Neither party may assign this Agreement without the other party’s prior written consent, except that either party may assign without consent (a) to an Affiliate, or (b) in connection with a merger, acquisition, or sale of all or substantially all of its assets, provided the assignee assumes all obligations under this Agreement. Any purported assignment in violation of this Section is void.

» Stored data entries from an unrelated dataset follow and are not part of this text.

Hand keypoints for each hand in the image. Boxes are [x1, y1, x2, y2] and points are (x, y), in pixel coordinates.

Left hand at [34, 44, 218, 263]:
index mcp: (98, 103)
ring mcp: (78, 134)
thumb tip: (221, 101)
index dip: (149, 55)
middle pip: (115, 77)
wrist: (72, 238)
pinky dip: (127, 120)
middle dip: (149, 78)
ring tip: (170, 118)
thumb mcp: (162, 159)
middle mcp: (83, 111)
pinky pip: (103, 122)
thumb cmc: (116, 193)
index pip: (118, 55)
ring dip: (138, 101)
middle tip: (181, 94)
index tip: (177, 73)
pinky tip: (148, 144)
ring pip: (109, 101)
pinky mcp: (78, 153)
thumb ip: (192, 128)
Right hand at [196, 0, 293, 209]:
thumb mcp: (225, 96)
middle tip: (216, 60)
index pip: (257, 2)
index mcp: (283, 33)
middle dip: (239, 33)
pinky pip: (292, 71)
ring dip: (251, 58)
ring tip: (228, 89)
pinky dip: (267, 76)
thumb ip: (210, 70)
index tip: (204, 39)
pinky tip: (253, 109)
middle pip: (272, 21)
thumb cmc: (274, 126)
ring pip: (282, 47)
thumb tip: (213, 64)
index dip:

17. Governing Law & Dispute Resolution

1. Governing Law. This Agreement is governed by the laws of the State of New York, without regard to its conflict-of-laws principles.
2. Informal Resolution. Before initiating formal proceedings, the parties will attempt in good faith to resolve any dispute through direct negotiation between senior executives for a period of at least 30 days.
3. Jurisdiction. If informal resolution fails, the parties consent to the exclusive jurisdiction and venue of the state and federal courts located in the State of New York.

18. Notices

All notices under this Agreement must be in writing and delivered (a) by hand, (b) by nationally recognized overnight courier, (c) by certified mail (return receipt requested), or (d) by email with confirmation of receipt, to the addresses specified in the Order Form (or as updated by written notice). Notices are deemed given upon confirmed delivery. Routine operational communications (support tickets, API status updates, etc.) are not subject to this Section.

19. Amendments

Service Provider may update the general terms of this Agreement, SLA, DPA, or AUP by providing 30 days’ written notice. If Client objects to a material change, Client may terminate before the change takes effect by providing written notice within 15 days of the amendment notice. Continued use of the Services after the effective date of the amendment constitutes acceptance. Amendments to the Order Form require mutual written agreement.

20. General Provisions

1. Entire Agreement. This Agreement, together with the Exhibits and any Order Forms, constitutes the entire agreement between the parties and supersedes all prior and contemporaneous agreements, understandings, negotiations, and discussions, whether oral or written.
2. Severability. If any provision of this Agreement is held to be invalid or unenforceable, such provision shall be modified to the minimum extent necessary to make it valid and enforceable, or if modification is not possible, severed, and the remaining provisions shall continue in full force and effect.
3. Waiver. No failure or delay by either party in exercising any right shall constitute a waiver of that right.
4. No Third-Party Beneficiaries. This Agreement does not create any rights in any person or entity that is not a party to it.
5. Independent Contractors. The parties are independent contractors. Nothing in this Agreement creates an employment, agency, partnership, or joint venture relationship.
6. Electronic Execution. This Agreement and any Order Form may be executed electronically, and electronic signatures and click-through acceptances are binding and enforceable.
7. Counterparts. This Agreement may be executed in counterparts, each of which is deemed an original.

Signatures

By executing this Agreement (or the applicable Order Form incorporating it), the parties agree to the terms set forth above.